Piech, Chapter 2

Definition of Probability

What it means when we say "the probability of rain is 52%" — and how to compute the probability of combined events.

Prerequisites: Chapter 1 (Counting). Permutations and combinations will help, but are not strictly required.
10
Chapters
4
Simulations
10
Quizzes

Chapter 0: Why Probability?

Someone tells you "there's a 30% chance of rain tomorrow." What does that actually mean? If tomorrow either rains or it doesn't — there's no 30% of a rainstorm — then what is this number measuring?

It turns out that humans didn't have a rigorous answer to this question until the 20th century. The word "probability" was used for centuries before anyone pinned down a formal definition. That definition, and the rules that follow from it, are the foundation of everything in this course.

This chapter covers three big ideas. First, the empirical definition of probability: run an experiment many times and count. Second, equally likely outcomes: a powerful shortcut when every outcome has the same chance. Third, the probability of "or": how to combine events, with the inclusion-exclusion principle as the workhorse formula.
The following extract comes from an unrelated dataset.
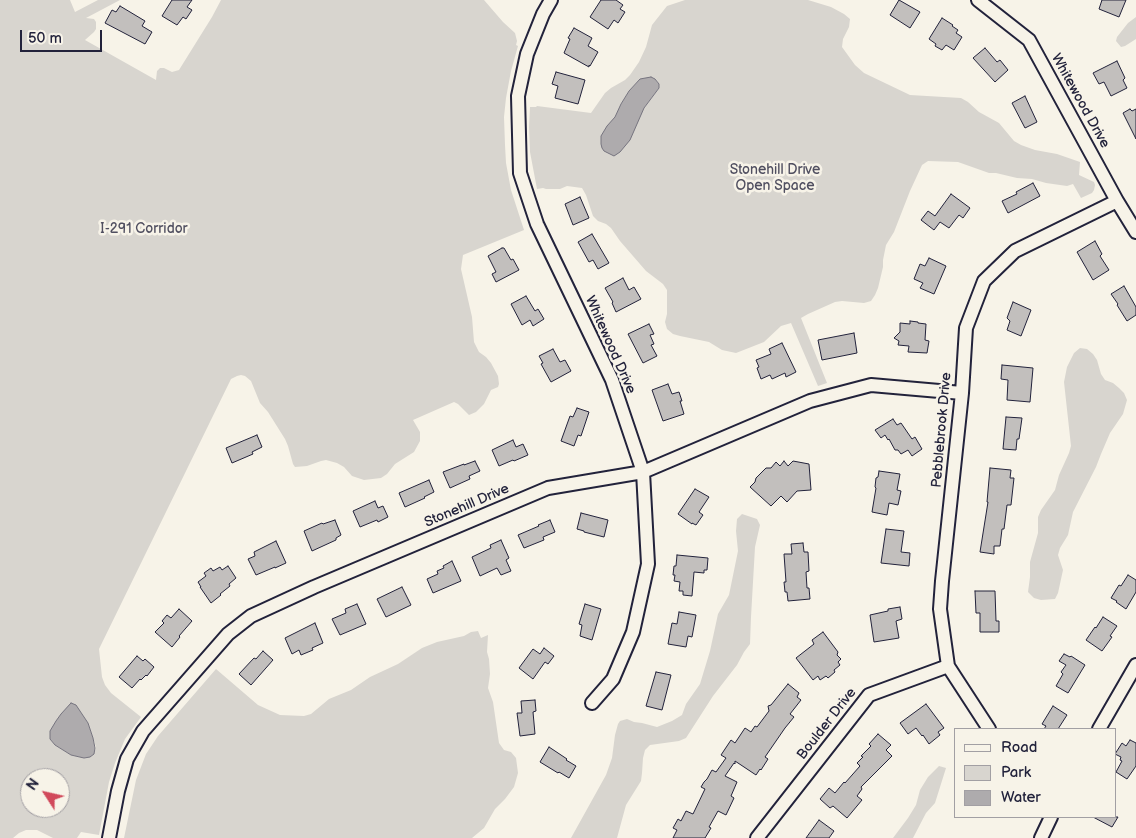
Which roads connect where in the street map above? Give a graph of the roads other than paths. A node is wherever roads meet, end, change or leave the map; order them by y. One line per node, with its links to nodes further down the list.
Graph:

The core idea: Probability is a language for quantifying uncertainty. It's not that the world is inherently random — it's that we don't have complete information. Probability gives us a rigorous way to reason about what we believe will happen, given what we know.
Experiment
A repeatable process with uncertain outcomes
↓ run many trials
Frequency
count(Event) / n converges as n → ∞
↓ in the limit
Probability
A number in [0, 1] that satisfies Kolmogorov's axioms

Think of probability as a measuring tool. Just as a ruler measures length and a scale measures weight, probability measures how likely something is to happen. The measurement is always a number between 0 (impossible) and 1 (certain). Everything else in probability theory — conditional probability, Bayes' theorem, distributions — is built on top of this definition and three simple axioms.

TermMeaning
ExperimentA repeatable process (flip a coin, roll a die, sample a user)
Sample Space SThe set of all possible outcomes
Event EA subset of S that we care about
P(E)A number in [0, 1] measuring the likelihood of E
Check: What does a probability of 0.30 fundamentally represent?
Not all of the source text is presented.